FIA president Max Mosley has revealed that he is keen to continue revising Formula One's technical regulations with a view to improving the spectacle for those watching the sport.
In a letter to the Formula One Teams Association [FOTA] chairman Luca di Montezemolo, which was obtained by the Reuters
news agency, Mosley admitted that the lack of overtaking in the top flight remained a problem, and that he hoped that the sport would consider rules that would provoke a return to 'slip-streaming' and 'wheel-to-wheel racing'.
"We intend to seek FOTA's help to investigate the use of moveable aerodynamic devices," the Briton wrote as part of an exchange of correspondence that also included his latest ideas on cutting the cost of competing in the top flight.
"If sufficiently radical, these could give a car following another car a performance advantage by virtue of being behind. In a primitive way, this was the case in the 1960s, when a car would get a 'tow' and lose lift and thus be faster in the wake of another car. The result was wheel-to-wheel racing at the so-called slip-streaming circuits - for example, pre-chicane Monza.
"Using modern technology, moveable aero devices could be used to give a car more downforce and less drag whenever it was in turbulent air. This would produce wheel-to-wheel racing on all
types of circuit. It would however require significant (possibly automatic) moveable aero devices."
Although moveable aerodynamic devices have been frowned upon for many years - despite teams attempting to get around the regulations with increasingly subtle ideas - the latest raft of technical proposals put forward included provision for them to be included, provided all teams followed a common set of rules. The idea would see drivers able to manipulate the angle of wings for a limited period during races in a bid to make their cars faster due to reduced 'drag' and therefore facilitate overtaking. Mosley's proposal, however, would seem to take the thinking further.
Despite the president's urging that costs be clashed in order to keep F1 alive, and the teams' apparent willingness to fall into line since the demise of Honda in November, research and development of any new technology will undoubtedly force participants to spend more. The same is true of the introduction of KERS - Kinetic Energy Recovery Systems - which are due to be permitted from this year, but which are forcing teams to invest heavily in technology no-one appears convinced about - either in terms of relevance to the 'real world' or benefit to racing.

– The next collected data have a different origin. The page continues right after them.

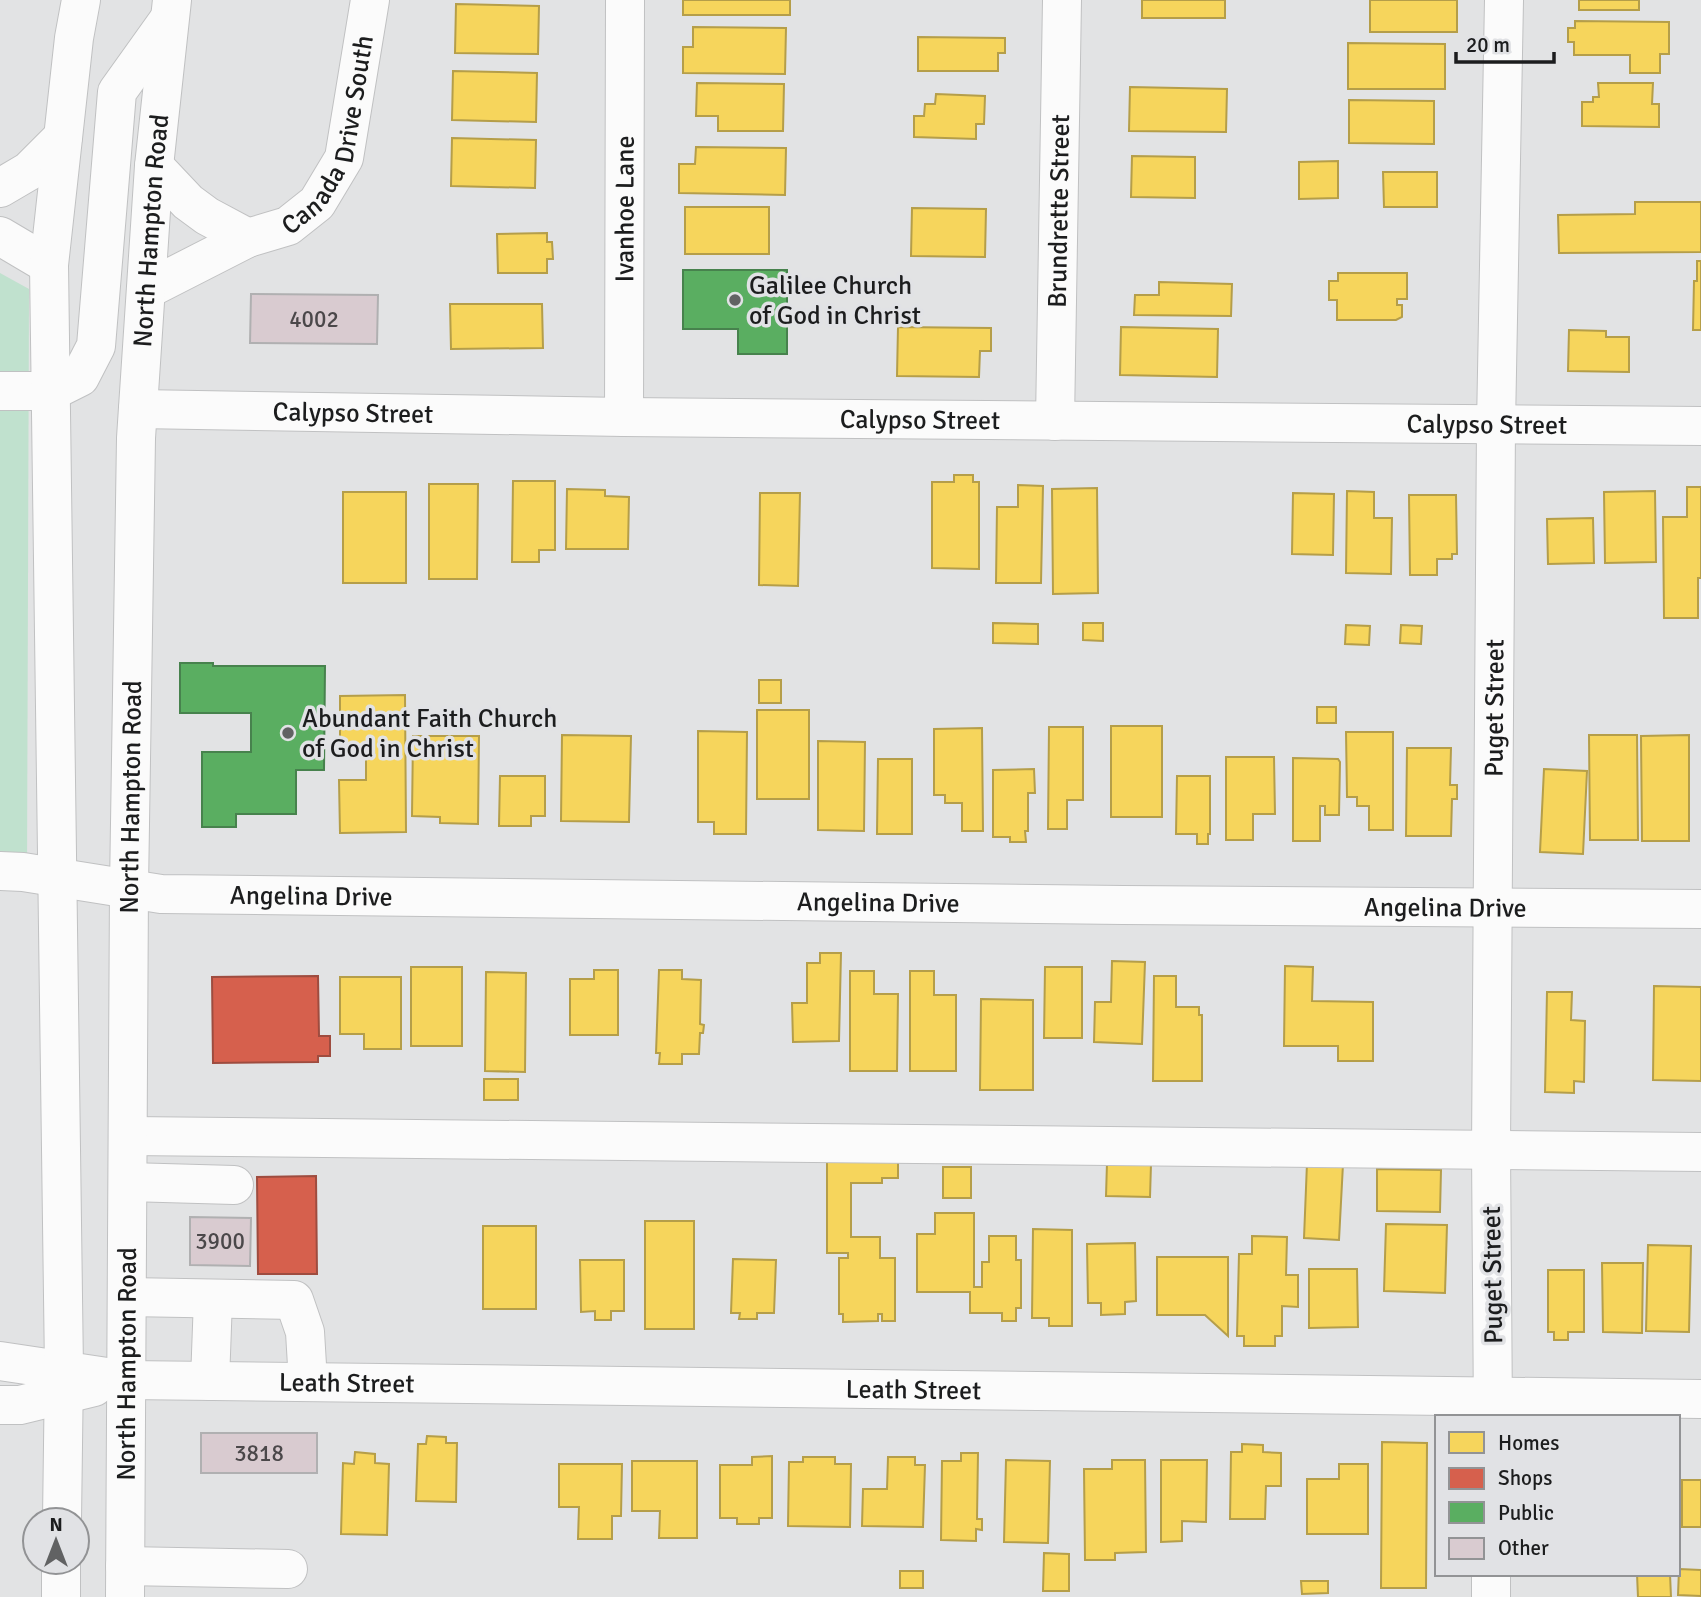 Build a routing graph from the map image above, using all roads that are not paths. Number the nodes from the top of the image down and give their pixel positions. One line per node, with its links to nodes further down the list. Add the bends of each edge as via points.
1 (81, 0): 7 (street)
2 (370, 0): 11 (street, Canada Drive South, via 344,158 317,203 288,226)
3 (625, 0): 17 (street, Ivanhoe Lane)
4 (1062, 0): 18 (street, Brundrette Street)
5 (1504, 0): 19 (street, Puget Street)
6 (170, 10): 8 (street, North Hampton Road); 15 (street, via 117,92 96,346 80,377)
7 (63, 137): 9 (street, via 29,171); 12 (street)
8 (154, 166): 11 (street, Canada Drive South, via 188,202); 13 (street, North Hampton Road)
9 (0, 188)
10 (0, 236): 12 (street)
11 (248, 237): 13 (street, Canada Drive South)
12 (49, 265): 15 (street)
13 (146, 290): 16 (street, North Hampton Road)
14 (0, 391): 15 (street)
15 (52, 391): 22 (street)
16 (138, 409): 17 (street, Calypso Street); 23 (street, North Hampton Road)
17 (624, 417): 18 (street, Calypso Street)
18 (1055, 421): 19 (street, Calypso Street)
19 (1496, 425): 20 (street, Calypso Street); 24 (street, Puget Street)
20 (1701, 426)
21 (0, 871): 22 (street, Angelina Drive)
22 (57, 877): 23 (street, Angelina Drive); 36 (street)
23 (129, 888): 24 (street, Angelina Drive, via 161,894); 26 (street, North Hampton Road)
24 (1494, 906): 25 (street, Angelina Drive); 27 (street, Puget Street)
25 (1701, 909)
26 (128, 1136): 27 (street); 29 (street, North Hampton Road)
27 (1491, 1150): 28 (street); 40 (street, Puget Street)
28 (1701, 1152)
29 (128, 1182): 30 (street); 31 (street, North Hampton Road)
30 (234, 1185)
31 (127, 1297): 32 (street); 34 (street, North Hampton Road)
32 (213, 1298): 35 (street); 37 (street, via 294,1300 305,1332)
33 (0, 1361): 36 (street, Leath Street)
34 (127, 1380): 35 (street, Leath Street); 36 (street, Leath Street); 45 (street, North Hampton Road)
35 (210, 1381): 37 (street, Leath Street)
36 (64, 1382): 39 (street, Leath Street, via 20,1405); 41 (street)
37 (308, 1382): 40 (street, Leath Street)
38 (1701, 1399): 40 (street, Leath Street)
39 (0, 1405)
40 (1494, 1407)
41 (62, 1506)
42 (61, 1576): 47 (street)
43 (1491, 1576): 48 (street)
44 (265, 1579): 46 (street)
45 (125, 1581): 46 (street)
46 (196, 1582)
47 (61, 1597)
48 (1491, 1597) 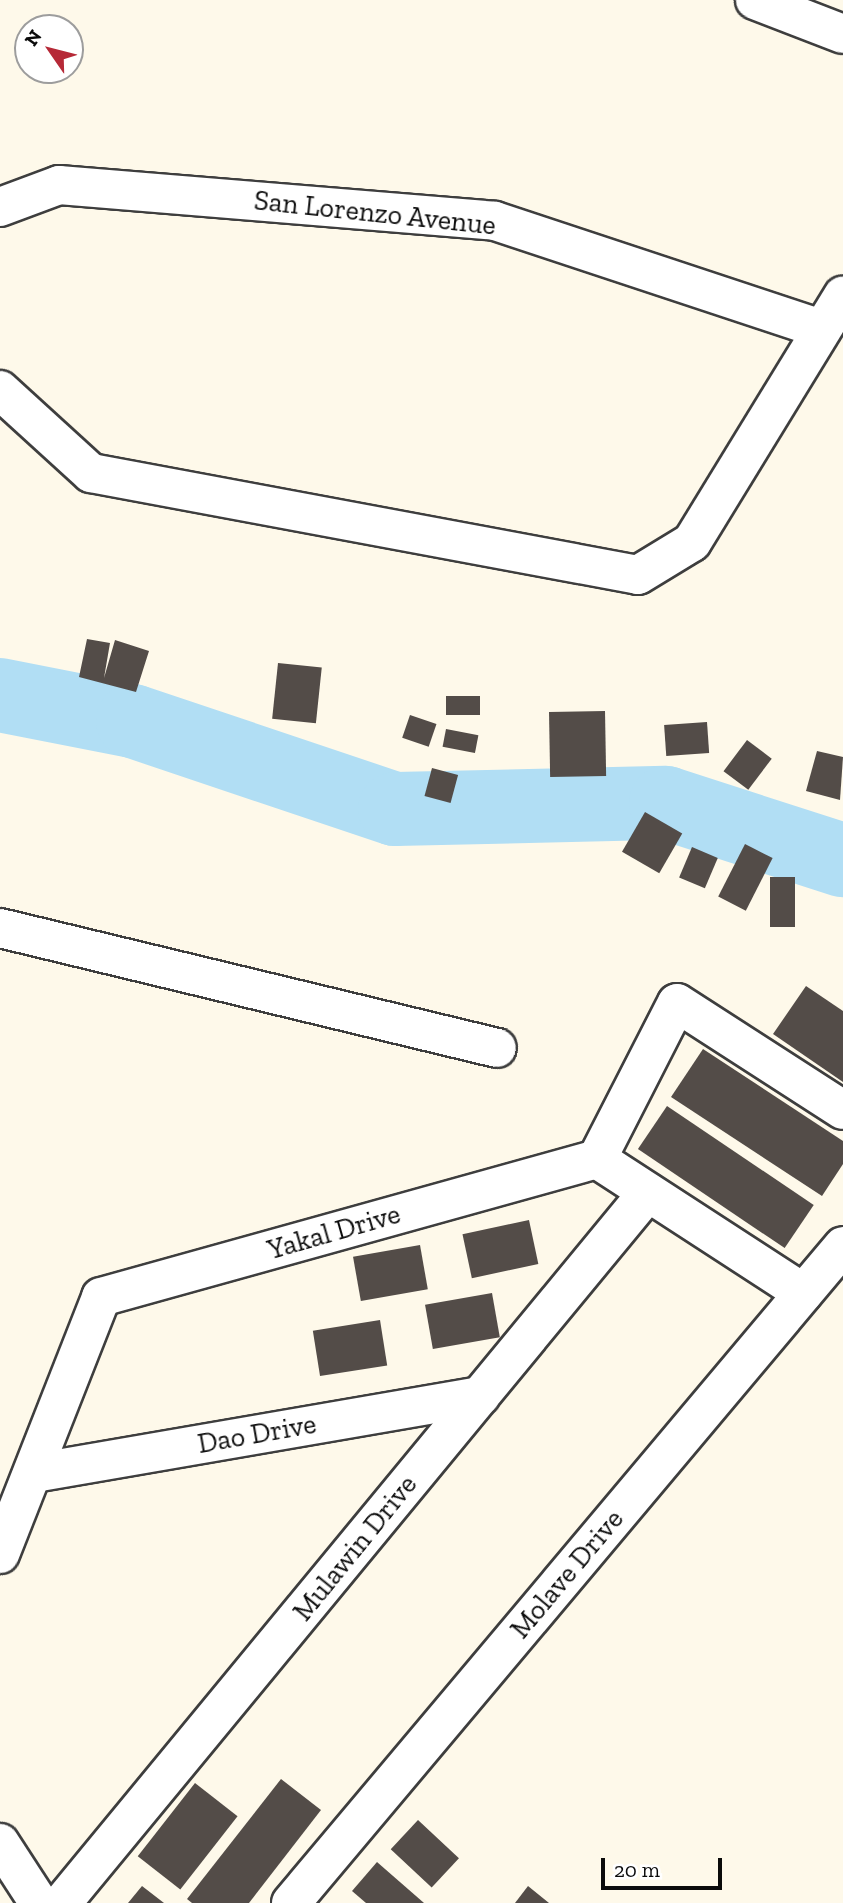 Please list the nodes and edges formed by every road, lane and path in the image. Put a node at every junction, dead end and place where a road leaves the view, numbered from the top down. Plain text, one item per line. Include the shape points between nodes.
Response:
1 (755, 0) edge
2 (843, 34) edge
3 (0, 207) edge
4 (843, 296) edge
5 (821, 329) junction
6 (0, 390) edge
7 (0, 928) edge
8 (498, 1048) dead end
9 (843, 1110) edge
10 (597, 1159) junction
11 (648, 1192) junction
12 (843, 1246) edge
13 (803, 1293) junction
14 (480, 1396) junction
15 (34, 1473) junction
16 (0, 1554) edge
17 (0, 1843) edge
18 (40, 1903) edge
19 (62, 1903) edge
20 (291, 1903) edge

1 - 2 street
3 - 5 street, San Lorenzo Avenue via 59,185 495,221
4 - 5 street
5 - 6 street via 691,542 638,575 91,473
7 - 8 street
9 - 10 street via 677,1003
10 - 11 street
10 - 15 street, Yakal Drive via 101,1297
11 - 13 street
11 - 14 street, Mulawin Drive
12 - 13 street, Molave Drive
13 - 20 street, Molave Drive
14 - 15 street, Dao Drive
14 - 19 street, Mulawin Drive
15 - 16 street, Yakal Drive
17 - 18 street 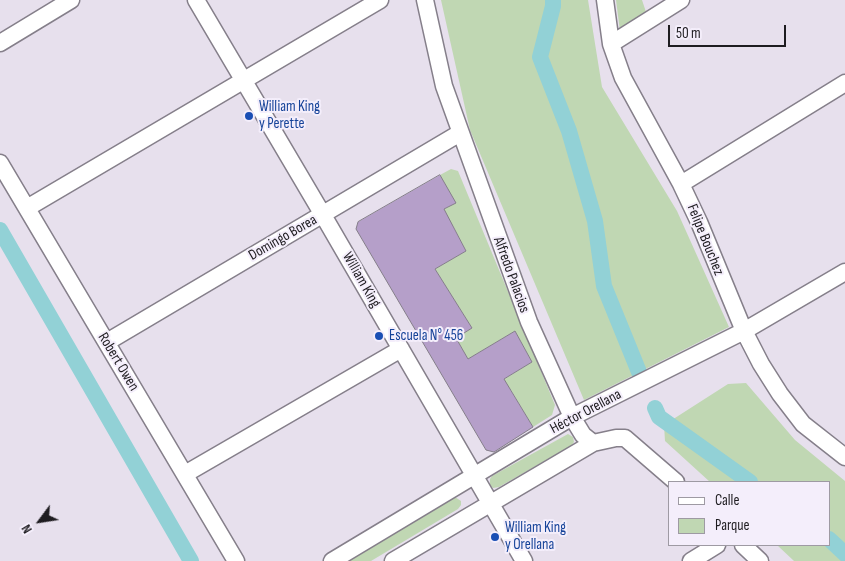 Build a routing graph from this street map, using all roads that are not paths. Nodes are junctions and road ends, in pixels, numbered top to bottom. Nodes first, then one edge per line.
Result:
1 (71, 0) edge
2 (196, 0) edge
3 (380, 0) edge
4 (425, 0) edge
5 (605, 0) edge
6 (681, 0) edge
7 (662, 5) edge
8 (0, 43) edge
9 (611, 44) junction
10 (244, 81) junction
11 (845, 83) edge
12 (460, 133) junction
13 (0, 163) edge
14 (681, 184) junction
15 (27, 208) junction
16 (323, 215) junction
17 (845, 272) edge
18 (744, 331) junction
19 (106, 342) junction
20 (401, 349) junction
21 (572, 418) junction
22 (593, 443) junction
23 (845, 457) edge
24 (184, 474) junction
25 (475, 476) junction
26 (675, 481) edge
27 (490, 504) junction
28 (715, 546) edge
29 (744, 546) edge
30 (236, 561) edge
31 (332, 561) edge
32 (393, 561) edge
33 (524, 561) edge
34 (690, 561) edge
35 (760, 561) edge

1 - 8 street
2 - 10 street, William King
3 - 10 street
4 - 12 street, Alfredo Palacios
5 - 9 street, Felipe Bouchez
6 - 7 street
7 - 9 street
9 - 14 street, Felipe Bouchez
10 - 15 street
10 - 16 street, William King
11 - 14 street
12 - 16 street, Domingo Borea
12 - 21 street, Alfredo Palacios
13 - 15 street, Robert Owen
14 - 18 street, Felipe Bouchez
15 - 19 street, Robert Owen
16 - 19 street, Domingo Borea
16 - 20 street, William King
17 - 18 street, Héctor Orellana
18 - 21 street, Héctor Orellana
18 - 23 street, Felipe Bouchez
19 - 24 street, Robert Owen
20 - 24 street
20 - 25 street, William King
21 - 22 street, Alfredo Palacios
21 - 25 street, Héctor Orellana
22 - 26 street
22 - 27 street, Héctor Orellana
24 - 30 street, Robert Owen
25 - 27 street, William King
25 - 31 street, Héctor Orellana
27 - 32 street, Héctor Orellana
27 - 33 street, William King
28 - 34 street
29 - 35 street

Mosley has long been an advocate of introducing 'green' thinking to F1, and even went as far as claiming that KERS should remain a differentiating factor between teams in his vision of an increasingly homogenised category, but now appears less convinced of its viability as the teams push for consideration of a commonly-developed system to reduce costs.
"It remains to be seen whether these [moveable aero devices], plus an extra 80bhp from KERS, will help overtaking," he admitted in his letter, which also detailed other ideas designed to spice up what he called 'the show'.
"There are also proposals for changes to the sporting regulations, such as wholly or partially reversed grids, allocating leading grid places by lot, giving the world championship to the driver with most wins and so on. Arguably, however, none of these deals with the problem that, once the faster car gets past, it tends to drive away. None of these proposals is conducive to close, wheel-to-wheel racing."